On Being a Patient

  1. Frank Davidoff, MD, Editor

    Since it began in Annals 5 years ago, “On Being a Doctor” has attracted enthusiastic interest and attention. Many readers tell us it is the first thing they read when their copy arrives. Authors send an average of about three manuscripts a week to this department (some 7% of our total submissions), and 73 of the best pieces have been collected into a widely read book. Our authors tell about the sobering, satisfying, anguishing, exhilarating experiences of doctoring; their stories are always deeply felt. And increasingly, they tell the story from the other side of the desk, the other end of the bed: the experience of being a patient. We have decided, therefore, that the patient's universe deserves its own place in our pages. Hence, this issue of Annals contains the first of a new series, “On Being a Patient,” a natural extension of and counterpart to the doctor's perspective. We intend to publish this feature from time to time as appropriate manuscripts appear.

    As internists, we always try to maintain awareness of our patients' point of view, but the task isn't easy. We are, after all, carefully trained to put aside our “lay” personae as we go about doctoring; to bring to patient encounters our special, professional perspective, which is largely that of the biomedical model of disease, plus a variety of psychosocial constructs. These models are, after all, principally what we have to offer patients; they give us our unique leverage over distress and disability; they are the source, ultimately, of our rewards, both personal and financial. But patients bring with them to our encounters the experience of illness, a matter altogether different from the disease perspective. As we work together on problems, we try to get ahold of what patients are going through, and they try to grasp what we are grappling with. Often we meet in the middle; all too often, we don't.
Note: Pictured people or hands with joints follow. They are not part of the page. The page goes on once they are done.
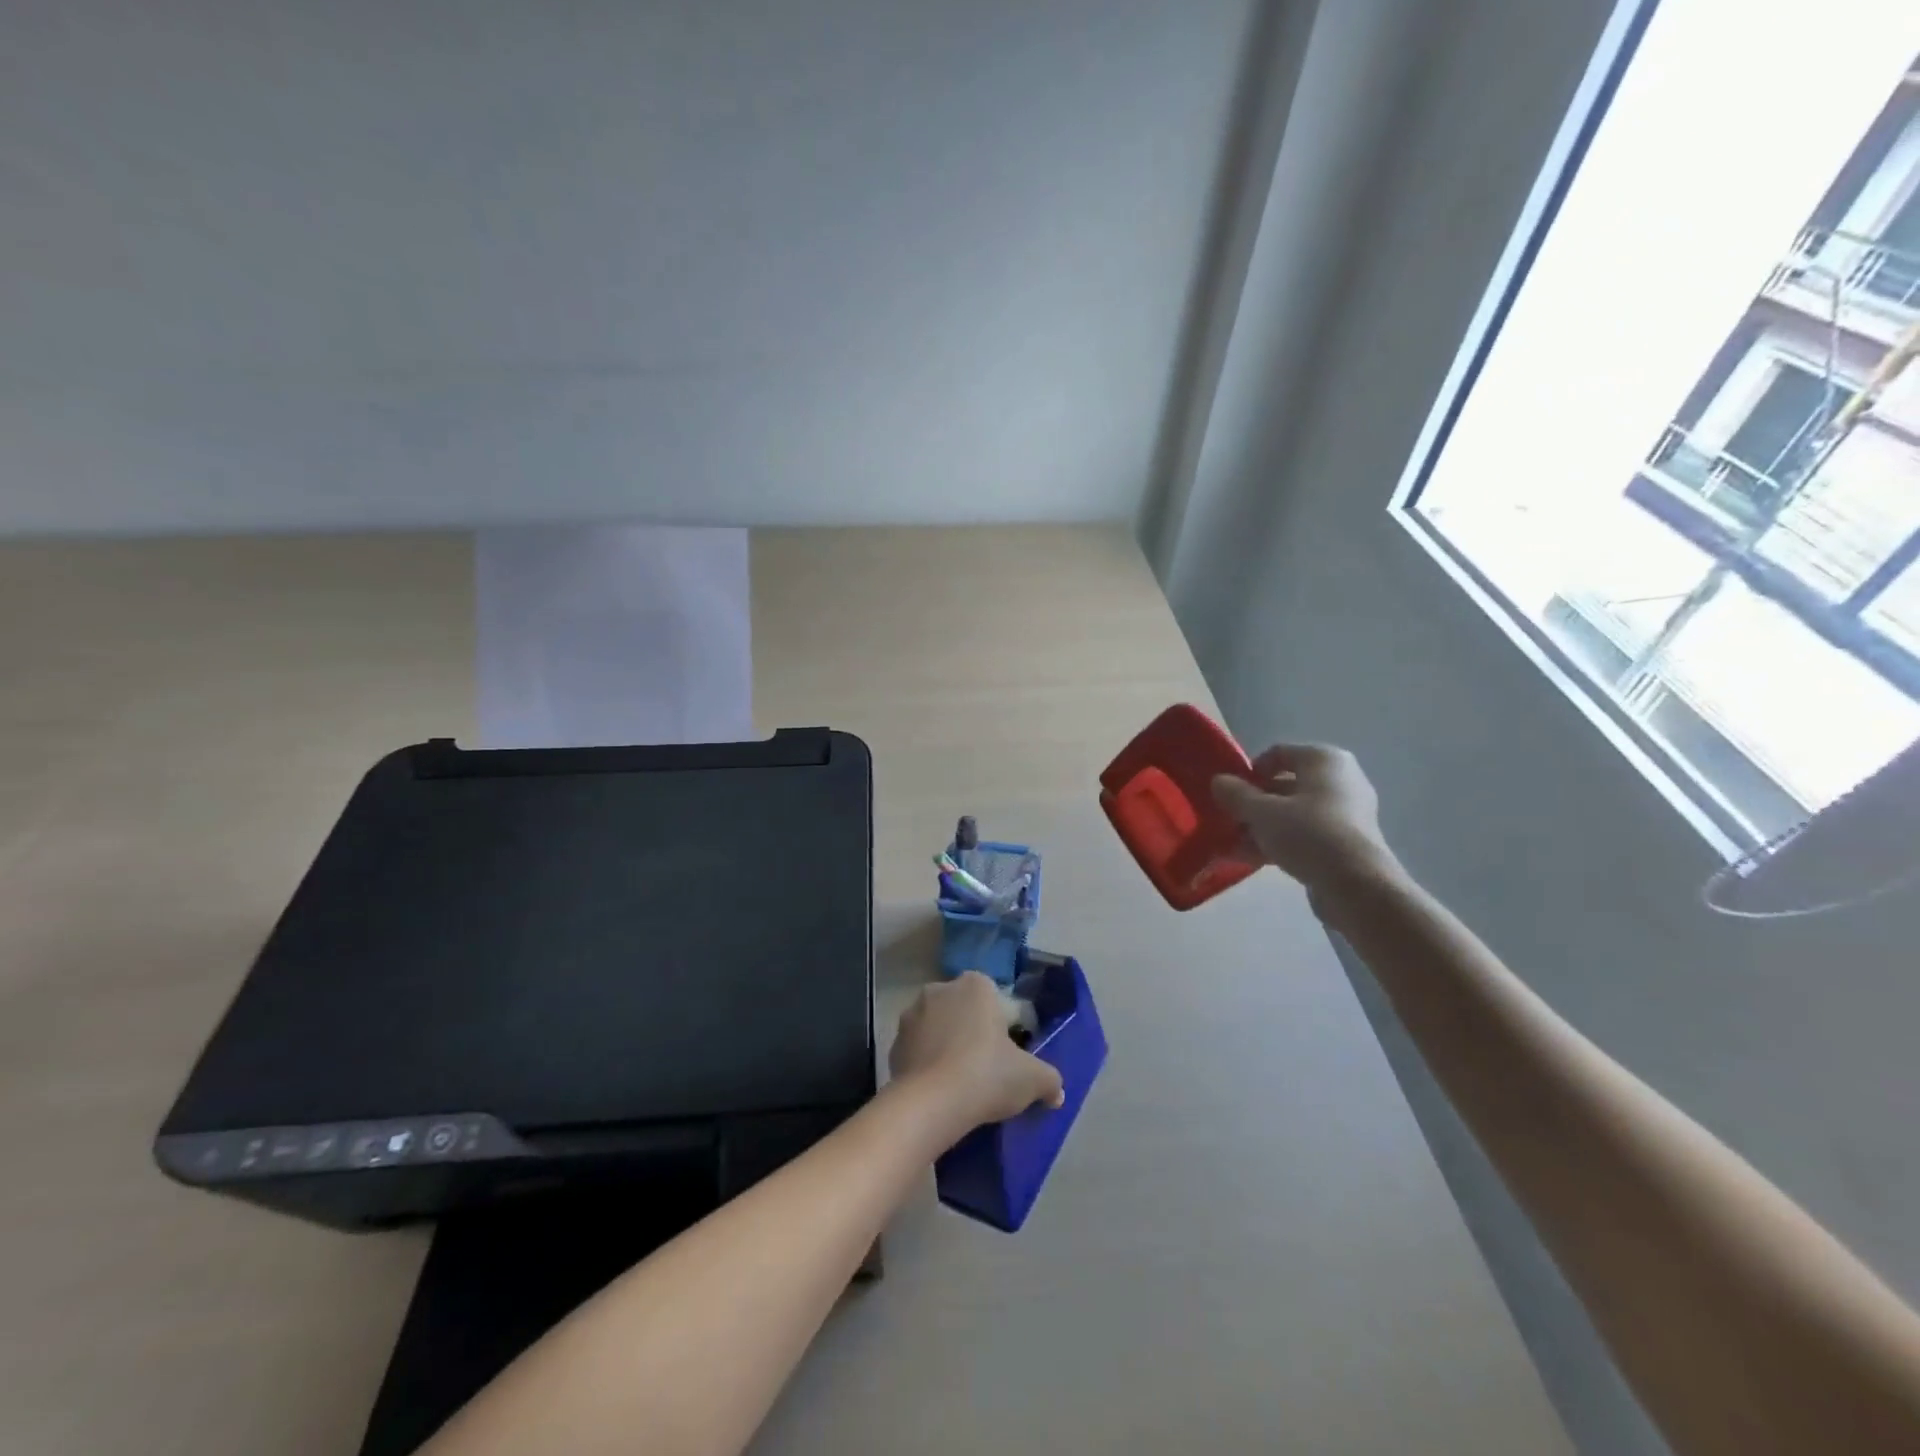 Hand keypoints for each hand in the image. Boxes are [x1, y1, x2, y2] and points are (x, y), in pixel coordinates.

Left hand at [889, 972, 1064, 1138]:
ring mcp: (912, 1014)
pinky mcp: (894, 1042)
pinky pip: (918, 1049)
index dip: (1005, 1026)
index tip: (1009, 1055)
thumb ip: (1049, 1080)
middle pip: (965, 1010)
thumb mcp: (1031, 1079)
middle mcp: (941, 989)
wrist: (930, 1103)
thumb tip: (1056, 1092)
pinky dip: (927, 1064)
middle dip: (974, 1033)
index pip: (996, 999)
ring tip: (961, 1083)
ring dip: (948, 1046)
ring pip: (939, 1028)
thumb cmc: (986, 1074)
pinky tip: (939, 1090)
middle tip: (988, 1069)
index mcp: (976, 985)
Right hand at [1211, 743, 1400, 901]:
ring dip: (1262, 827)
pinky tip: (1253, 860)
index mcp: (1324, 760)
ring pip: (1293, 813)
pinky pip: (1305, 834)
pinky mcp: (1346, 842)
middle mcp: (1340, 780)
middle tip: (1229, 821)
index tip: (1230, 793)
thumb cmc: (1308, 834)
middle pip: (1284, 785)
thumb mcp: (1262, 812)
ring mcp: (1346, 813)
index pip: (1278, 753)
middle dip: (1253, 804)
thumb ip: (1236, 794)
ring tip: (1235, 846)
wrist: (1357, 886)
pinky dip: (1281, 842)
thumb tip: (1218, 781)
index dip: (1250, 771) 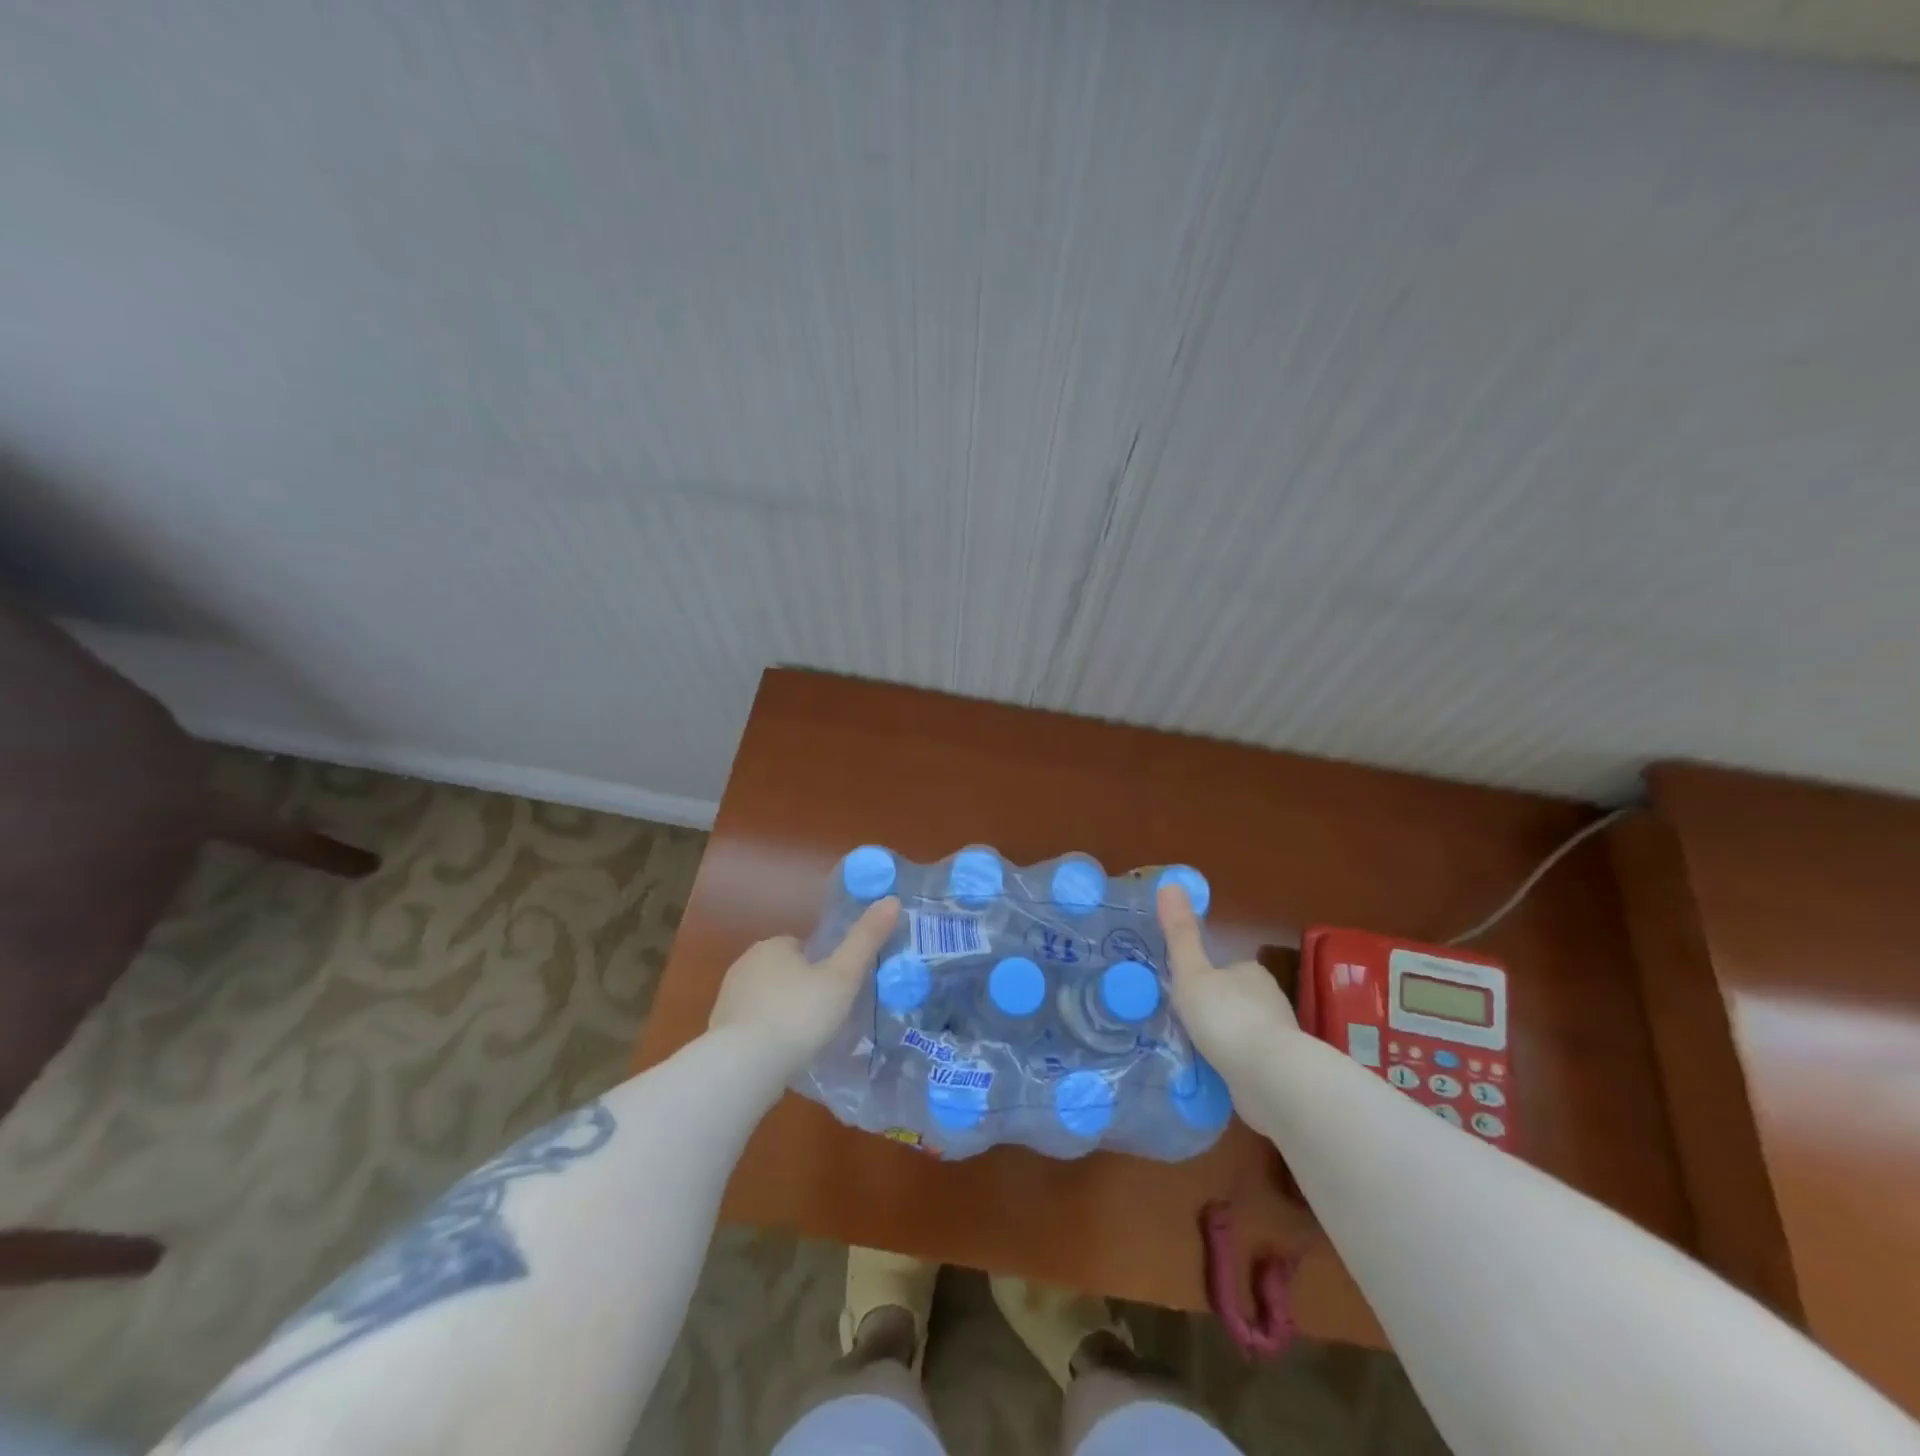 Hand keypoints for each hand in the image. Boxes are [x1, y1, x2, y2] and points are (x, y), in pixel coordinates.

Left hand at [709, 897, 900, 1077]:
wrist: (743, 1066)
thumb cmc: (799, 1014)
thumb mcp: (843, 977)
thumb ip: (866, 940)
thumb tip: (892, 900)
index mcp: (773, 945)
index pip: (801, 946)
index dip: (822, 965)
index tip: (838, 989)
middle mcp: (745, 964)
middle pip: (783, 971)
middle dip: (801, 989)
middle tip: (827, 1016)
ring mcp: (728, 999)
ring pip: (765, 999)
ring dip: (782, 1014)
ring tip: (807, 1041)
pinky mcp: (718, 1032)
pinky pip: (750, 1027)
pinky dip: (765, 1037)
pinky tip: (781, 1058)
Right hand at [1157, 884, 1298, 1075]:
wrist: (1271, 1079)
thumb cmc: (1226, 1017)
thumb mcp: (1191, 973)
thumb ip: (1180, 934)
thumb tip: (1169, 883)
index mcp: (1251, 972)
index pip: (1226, 968)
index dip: (1205, 978)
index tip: (1184, 993)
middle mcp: (1270, 1000)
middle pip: (1235, 999)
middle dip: (1215, 1010)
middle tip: (1184, 1024)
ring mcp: (1278, 1038)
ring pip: (1244, 1032)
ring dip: (1225, 1040)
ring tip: (1196, 1052)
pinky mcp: (1281, 1072)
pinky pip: (1250, 1062)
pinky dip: (1234, 1066)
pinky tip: (1217, 1075) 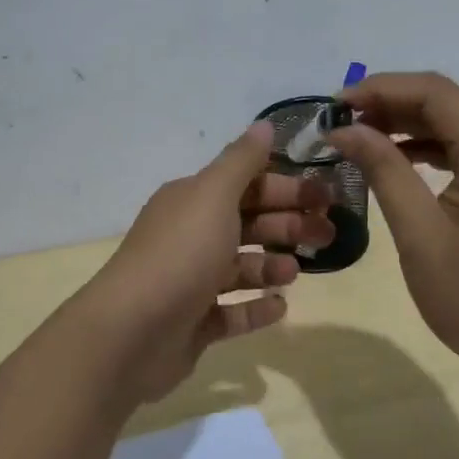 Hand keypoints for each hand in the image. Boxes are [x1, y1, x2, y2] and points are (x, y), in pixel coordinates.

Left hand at [73, 121, 334, 402]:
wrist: (130, 332)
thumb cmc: (180, 254)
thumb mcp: (213, 195)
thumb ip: (241, 161)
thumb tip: (264, 125)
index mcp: (192, 201)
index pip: (245, 184)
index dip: (285, 186)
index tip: (326, 195)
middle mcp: (189, 236)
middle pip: (247, 223)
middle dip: (287, 224)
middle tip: (328, 233)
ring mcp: (189, 282)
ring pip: (240, 267)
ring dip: (271, 265)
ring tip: (296, 271)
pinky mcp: (193, 324)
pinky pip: (232, 312)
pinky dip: (255, 308)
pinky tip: (280, 307)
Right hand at [328, 72, 458, 372]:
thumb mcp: (421, 234)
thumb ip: (384, 171)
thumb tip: (346, 129)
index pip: (435, 93)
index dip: (380, 89)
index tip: (335, 105)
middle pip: (447, 104)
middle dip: (390, 106)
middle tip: (340, 123)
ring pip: (457, 125)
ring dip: (407, 126)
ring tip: (357, 138)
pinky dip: (429, 150)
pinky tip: (394, 161)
    Everything considered, we take patients' experiences, values, and choices considerably more seriously than we did even 30 years ago; every aspect of medicine, from clinical decision making and research on down to the concept of malpractice itself has been affected by this shift [1]. Despite the concerns of some, such reframing of points of view doesn't mean that we need abandon our models of disease or our responsibility for diagnostic and therapeutic decision making. On the contrary, this shift in the mix of patients' versus doctors' points of view can only enrich the practice of medicine—if we make good use of it. Robert Loeb, who taught generations of Columbia medical students and residents, used to say, “Listen to your patients; they are trying to tell you something.” What they are trying to tell us is important in at least two ways: first, hearing patients lies at the heart of our contact with them, the critical “connexional” dimension of the care we provide [2]; and, second, there is important diagnostic and management information to be found in patients' perceptions, descriptions, experiences, their attributions and models of illness [3, 4].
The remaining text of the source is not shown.